◆ **Task objective**: Scan the material below for every line with the string "from", and copy those lines.

*** Opening of Records provided ***

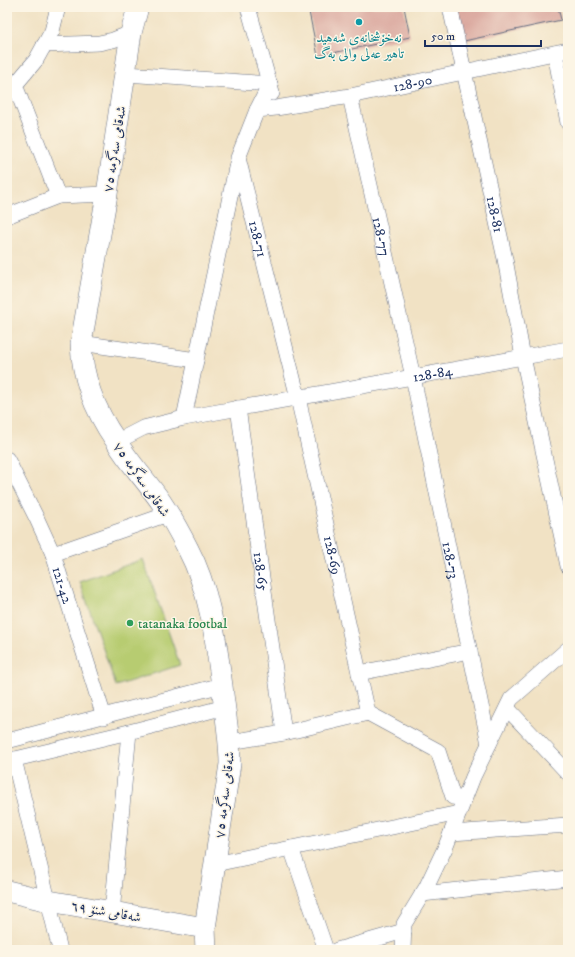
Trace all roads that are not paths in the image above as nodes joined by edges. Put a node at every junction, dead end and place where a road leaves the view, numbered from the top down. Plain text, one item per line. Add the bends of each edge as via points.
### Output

*** Close of Records provided ***
*** Opening of Records provided ***

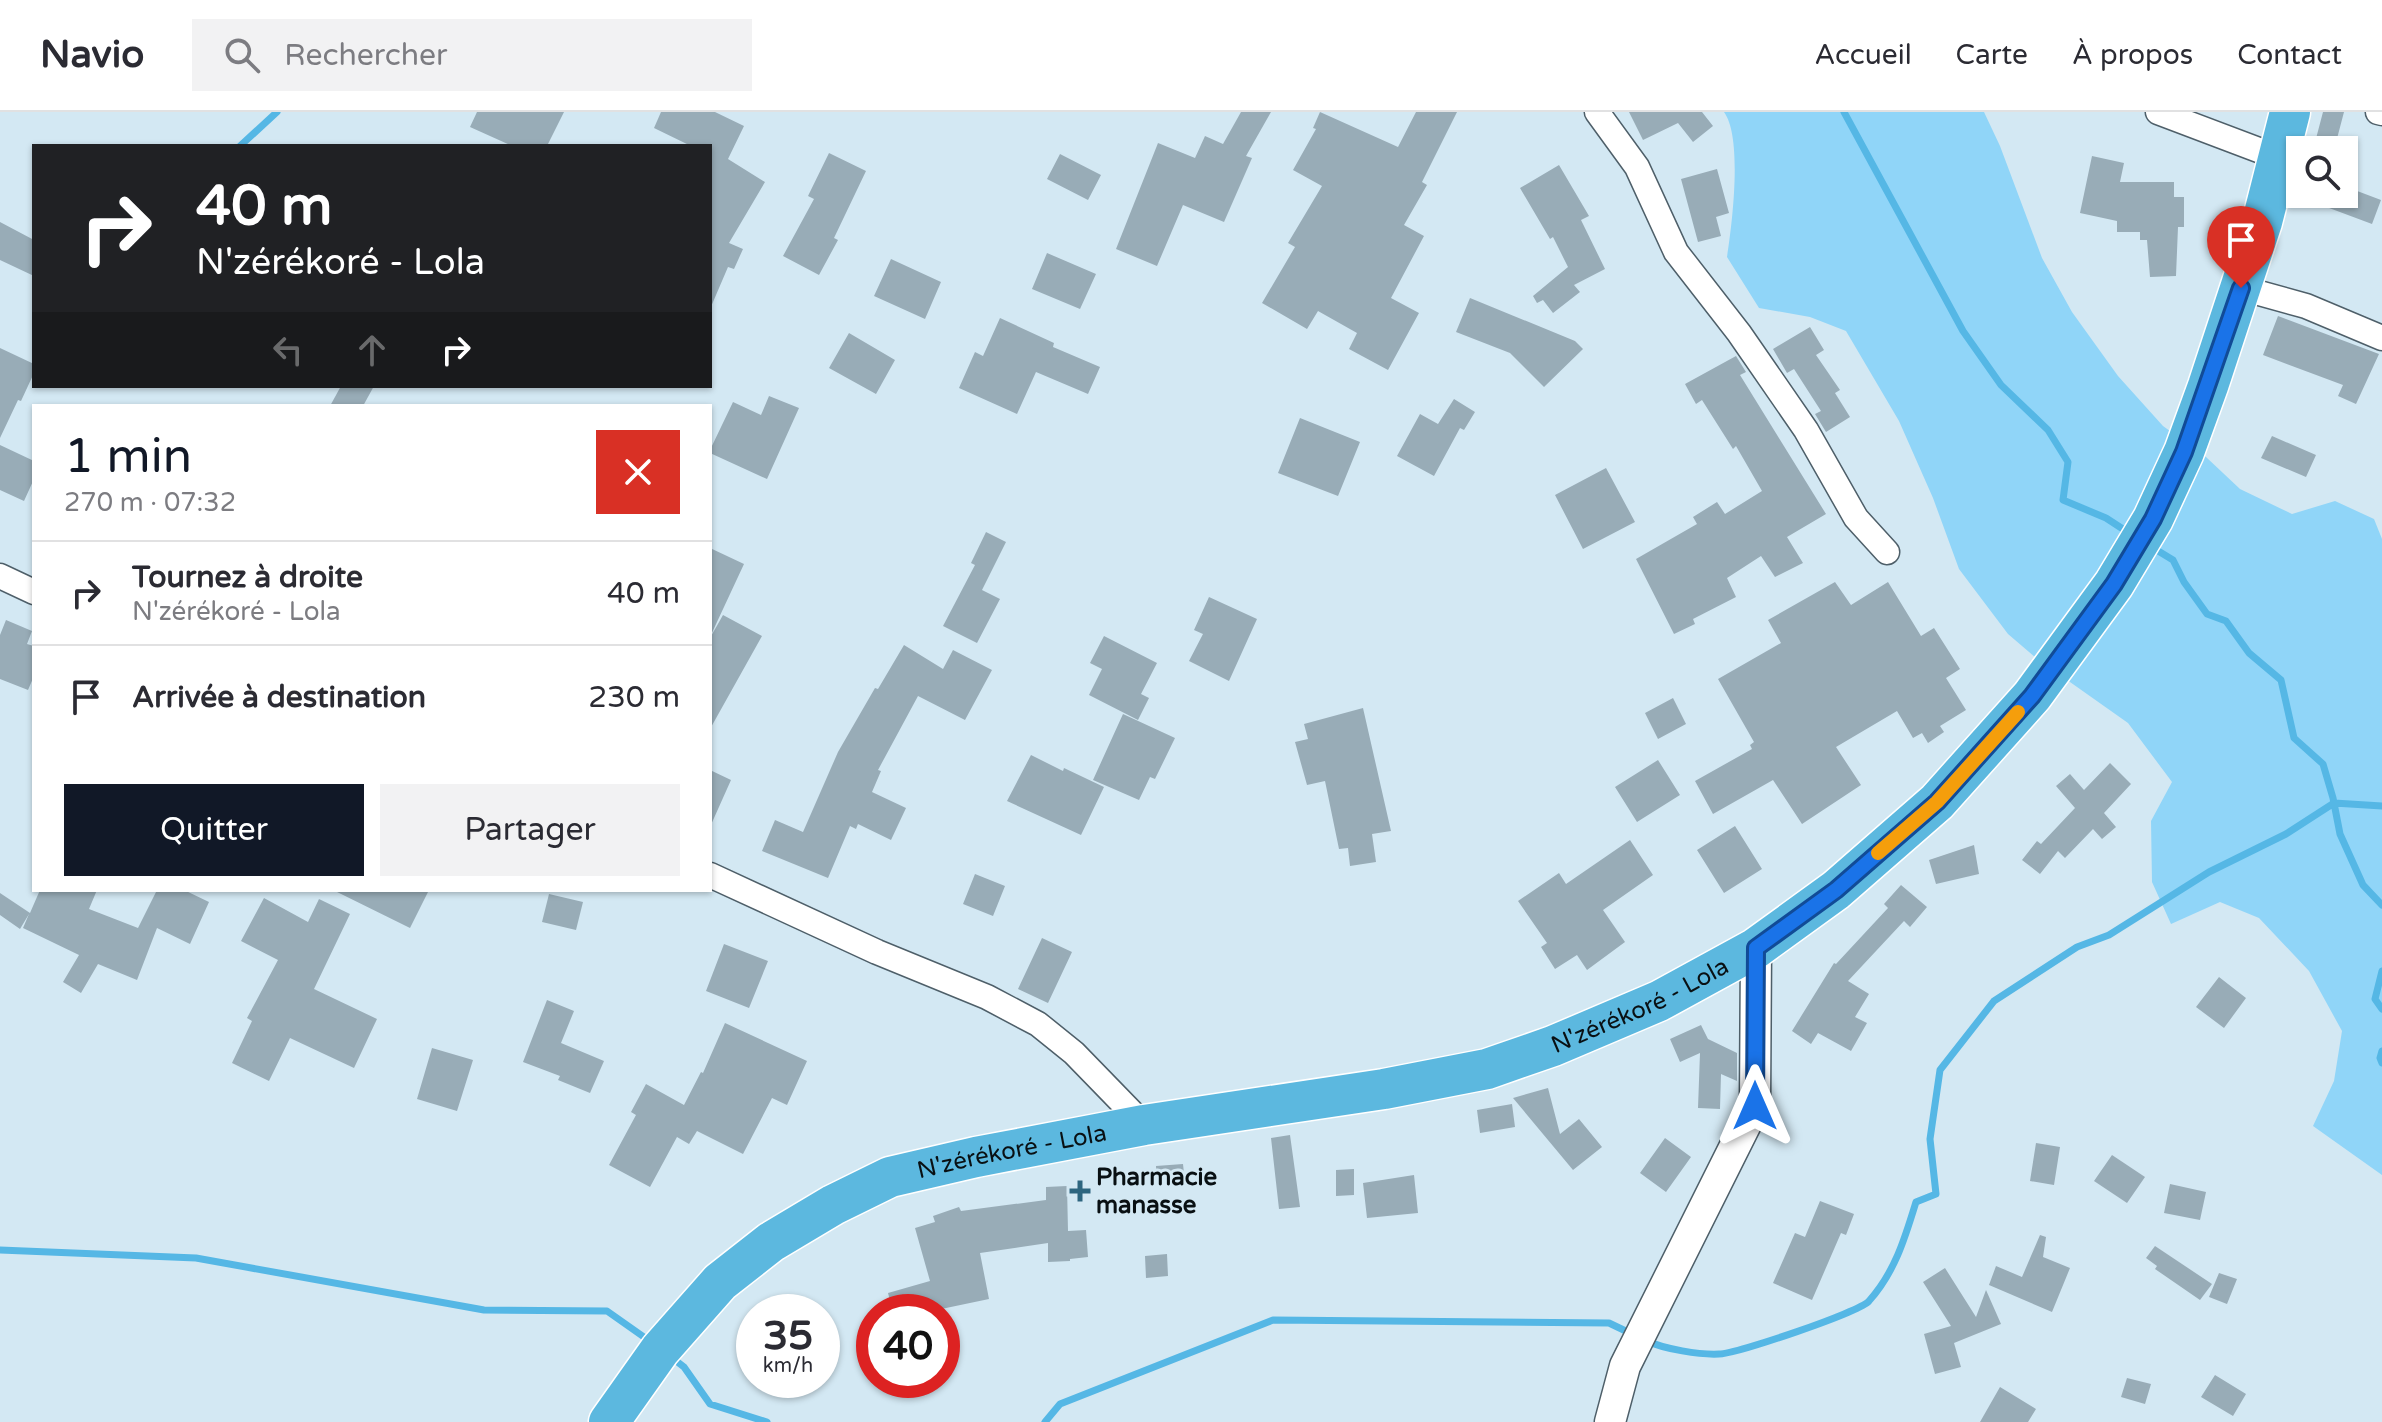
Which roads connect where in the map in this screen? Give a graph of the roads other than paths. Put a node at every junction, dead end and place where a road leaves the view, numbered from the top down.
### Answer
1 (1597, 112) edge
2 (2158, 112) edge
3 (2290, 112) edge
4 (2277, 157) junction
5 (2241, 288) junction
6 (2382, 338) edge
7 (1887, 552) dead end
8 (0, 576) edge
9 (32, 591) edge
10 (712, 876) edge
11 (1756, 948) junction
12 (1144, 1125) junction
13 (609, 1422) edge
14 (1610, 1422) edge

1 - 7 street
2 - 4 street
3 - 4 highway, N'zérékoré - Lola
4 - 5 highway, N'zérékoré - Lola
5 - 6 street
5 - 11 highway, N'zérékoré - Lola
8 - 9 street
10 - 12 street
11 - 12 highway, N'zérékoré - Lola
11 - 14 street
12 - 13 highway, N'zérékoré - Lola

*** Close of Records provided ***

◆ **Solution to this problem**:
Trace all roads that are not paths in the image above as nodes joined by edges. Put a node at every junction, dead end and place where a road leaves the view, numbered from the top down. Plain text, one item per line. Add the bends of each edge as via points.
Which roads connect where in the map in this screen? Give a graph of the roads other than paths. Put a node at every junction, dead end and place where a road leaves the view, numbered from the top down.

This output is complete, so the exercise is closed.